Enterprise and adding value
Why businesses exist
- People have needs (food, shelter) and wants (a phone, a holiday).
- A business meets them by making goods and services.
- To produce, it combines four factors of production:
- land (natural resources), labour (work), capital (machines, money), enterprise (the risk-taker who combines them).
- Resources are scarce, so every business must choose how to use them well.
Practice
Which is NOT one of the four factors of production?
The four factors are land, labour, capital and enterprise. Profit is a reward, not a factor.
Practice
The factor of production that combines the others and takes the risk is:
Enterprise is the skill of bringing land, labour and capital together and taking the risk.
Adding value
- Adding value means the selling price is higher than the cost of the bought-in materials.
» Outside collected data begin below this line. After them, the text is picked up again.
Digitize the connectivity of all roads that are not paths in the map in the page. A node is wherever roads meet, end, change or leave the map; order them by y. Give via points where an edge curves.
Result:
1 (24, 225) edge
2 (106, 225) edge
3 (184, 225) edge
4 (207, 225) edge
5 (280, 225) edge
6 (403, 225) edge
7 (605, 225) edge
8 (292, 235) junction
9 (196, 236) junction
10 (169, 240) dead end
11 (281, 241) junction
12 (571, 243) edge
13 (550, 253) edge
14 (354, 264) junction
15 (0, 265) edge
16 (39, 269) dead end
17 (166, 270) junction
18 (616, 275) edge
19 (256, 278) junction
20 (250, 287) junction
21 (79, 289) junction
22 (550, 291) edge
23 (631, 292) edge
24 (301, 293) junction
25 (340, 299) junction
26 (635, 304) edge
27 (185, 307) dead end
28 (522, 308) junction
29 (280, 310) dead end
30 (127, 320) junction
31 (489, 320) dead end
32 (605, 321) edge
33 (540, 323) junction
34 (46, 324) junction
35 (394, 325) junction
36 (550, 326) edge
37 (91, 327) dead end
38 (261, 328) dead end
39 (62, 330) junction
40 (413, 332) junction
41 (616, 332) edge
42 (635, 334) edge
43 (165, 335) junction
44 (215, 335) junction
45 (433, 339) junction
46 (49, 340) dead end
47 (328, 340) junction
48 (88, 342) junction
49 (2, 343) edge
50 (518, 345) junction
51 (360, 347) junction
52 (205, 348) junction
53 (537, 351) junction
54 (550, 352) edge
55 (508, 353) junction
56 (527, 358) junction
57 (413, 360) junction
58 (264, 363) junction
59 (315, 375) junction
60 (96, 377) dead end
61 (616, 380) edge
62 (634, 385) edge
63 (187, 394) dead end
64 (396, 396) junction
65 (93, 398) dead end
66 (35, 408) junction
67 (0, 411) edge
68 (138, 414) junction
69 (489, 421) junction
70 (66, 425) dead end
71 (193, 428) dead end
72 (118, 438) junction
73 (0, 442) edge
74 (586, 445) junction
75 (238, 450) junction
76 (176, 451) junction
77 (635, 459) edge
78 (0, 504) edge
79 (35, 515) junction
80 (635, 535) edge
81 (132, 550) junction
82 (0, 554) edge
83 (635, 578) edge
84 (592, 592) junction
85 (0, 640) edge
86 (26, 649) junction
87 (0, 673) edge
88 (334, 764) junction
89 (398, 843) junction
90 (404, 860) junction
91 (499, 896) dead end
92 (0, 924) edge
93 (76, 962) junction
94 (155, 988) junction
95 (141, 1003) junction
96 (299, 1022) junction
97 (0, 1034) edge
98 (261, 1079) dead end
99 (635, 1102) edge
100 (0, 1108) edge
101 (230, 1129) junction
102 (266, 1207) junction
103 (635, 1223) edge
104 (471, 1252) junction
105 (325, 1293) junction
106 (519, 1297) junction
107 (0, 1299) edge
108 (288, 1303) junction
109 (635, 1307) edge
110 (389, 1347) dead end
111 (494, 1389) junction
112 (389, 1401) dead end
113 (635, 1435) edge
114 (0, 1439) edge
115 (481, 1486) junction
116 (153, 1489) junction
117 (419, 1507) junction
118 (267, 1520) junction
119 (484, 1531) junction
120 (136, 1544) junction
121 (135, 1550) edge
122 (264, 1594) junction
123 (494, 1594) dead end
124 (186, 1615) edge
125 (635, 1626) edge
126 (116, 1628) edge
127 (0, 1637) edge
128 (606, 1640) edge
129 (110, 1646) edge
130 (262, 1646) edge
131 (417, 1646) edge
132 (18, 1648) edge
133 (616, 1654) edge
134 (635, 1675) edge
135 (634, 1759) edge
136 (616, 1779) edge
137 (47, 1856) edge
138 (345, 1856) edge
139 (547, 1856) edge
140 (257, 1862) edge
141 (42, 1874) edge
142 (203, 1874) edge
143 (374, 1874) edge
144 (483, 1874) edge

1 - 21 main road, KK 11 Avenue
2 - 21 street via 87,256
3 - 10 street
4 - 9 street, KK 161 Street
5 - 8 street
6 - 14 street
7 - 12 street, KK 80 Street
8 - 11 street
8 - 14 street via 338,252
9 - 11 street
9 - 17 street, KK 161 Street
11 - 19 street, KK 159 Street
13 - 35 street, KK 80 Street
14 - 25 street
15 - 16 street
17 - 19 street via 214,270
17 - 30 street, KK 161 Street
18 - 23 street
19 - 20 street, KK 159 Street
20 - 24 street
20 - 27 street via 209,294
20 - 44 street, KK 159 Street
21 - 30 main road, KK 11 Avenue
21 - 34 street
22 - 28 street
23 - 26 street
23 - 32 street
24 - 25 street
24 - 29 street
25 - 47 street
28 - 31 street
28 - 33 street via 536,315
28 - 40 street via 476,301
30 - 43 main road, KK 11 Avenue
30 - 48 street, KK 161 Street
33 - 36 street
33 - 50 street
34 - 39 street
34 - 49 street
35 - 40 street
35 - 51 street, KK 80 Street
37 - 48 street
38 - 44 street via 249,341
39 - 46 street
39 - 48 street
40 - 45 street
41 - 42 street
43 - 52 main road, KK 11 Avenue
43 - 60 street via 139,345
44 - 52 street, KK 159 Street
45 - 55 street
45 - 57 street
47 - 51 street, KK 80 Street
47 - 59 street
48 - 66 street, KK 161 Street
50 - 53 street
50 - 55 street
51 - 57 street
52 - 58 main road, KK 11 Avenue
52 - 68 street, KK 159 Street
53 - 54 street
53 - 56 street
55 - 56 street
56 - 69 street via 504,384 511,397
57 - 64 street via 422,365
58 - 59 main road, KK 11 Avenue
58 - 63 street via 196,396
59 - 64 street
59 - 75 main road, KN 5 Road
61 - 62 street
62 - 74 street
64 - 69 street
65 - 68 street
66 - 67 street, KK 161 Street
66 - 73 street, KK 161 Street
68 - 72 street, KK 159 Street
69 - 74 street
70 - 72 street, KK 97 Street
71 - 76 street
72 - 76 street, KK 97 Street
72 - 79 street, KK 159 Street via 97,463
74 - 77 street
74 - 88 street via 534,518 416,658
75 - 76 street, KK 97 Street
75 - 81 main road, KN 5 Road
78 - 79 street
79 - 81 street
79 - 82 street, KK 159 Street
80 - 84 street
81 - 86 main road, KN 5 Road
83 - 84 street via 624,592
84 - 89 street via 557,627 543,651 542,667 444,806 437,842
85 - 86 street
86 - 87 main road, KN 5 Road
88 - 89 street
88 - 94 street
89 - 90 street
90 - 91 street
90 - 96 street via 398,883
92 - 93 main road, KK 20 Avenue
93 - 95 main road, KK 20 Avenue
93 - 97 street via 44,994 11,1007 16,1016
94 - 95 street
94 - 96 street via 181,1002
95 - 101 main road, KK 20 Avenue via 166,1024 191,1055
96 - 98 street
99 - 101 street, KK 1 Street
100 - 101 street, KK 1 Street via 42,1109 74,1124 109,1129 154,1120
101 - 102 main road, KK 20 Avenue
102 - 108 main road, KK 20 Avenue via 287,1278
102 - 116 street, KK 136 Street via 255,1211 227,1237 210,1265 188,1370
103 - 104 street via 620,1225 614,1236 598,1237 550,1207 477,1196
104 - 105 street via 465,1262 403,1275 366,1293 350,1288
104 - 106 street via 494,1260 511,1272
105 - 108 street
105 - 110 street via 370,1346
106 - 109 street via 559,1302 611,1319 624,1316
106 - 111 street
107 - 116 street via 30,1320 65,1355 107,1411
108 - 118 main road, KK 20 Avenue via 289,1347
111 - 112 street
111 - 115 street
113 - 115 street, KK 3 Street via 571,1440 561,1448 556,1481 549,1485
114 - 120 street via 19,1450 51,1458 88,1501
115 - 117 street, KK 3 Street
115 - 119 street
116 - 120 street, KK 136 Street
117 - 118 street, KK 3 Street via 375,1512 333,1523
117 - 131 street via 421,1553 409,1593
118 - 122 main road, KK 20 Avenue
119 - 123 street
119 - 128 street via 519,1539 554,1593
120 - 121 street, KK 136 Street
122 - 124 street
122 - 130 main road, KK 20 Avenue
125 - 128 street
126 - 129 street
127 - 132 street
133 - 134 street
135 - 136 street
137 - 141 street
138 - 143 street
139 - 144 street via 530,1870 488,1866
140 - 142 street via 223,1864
$$\text{value added} = \text{selling price} - \text{cost of bought-in materials}$$
- A business adds value through branding, quality, design, fast service or convenience.
- More value added can mean more profit — but only if costs stay controlled.
Practice
A product sells for 50 and the bought-in materials cost 18. What is the value added (in dollars)?
Value added = selling price − cost of bought-in materials = 50 − 18 = 32.
You've got it
Key idea
- a business meets needs/wants by combining land, labour, capital, enterprise
- resources are scarce → choices matter
- value added = selling price − cost of bought-in materials (raised by branding, quality, design)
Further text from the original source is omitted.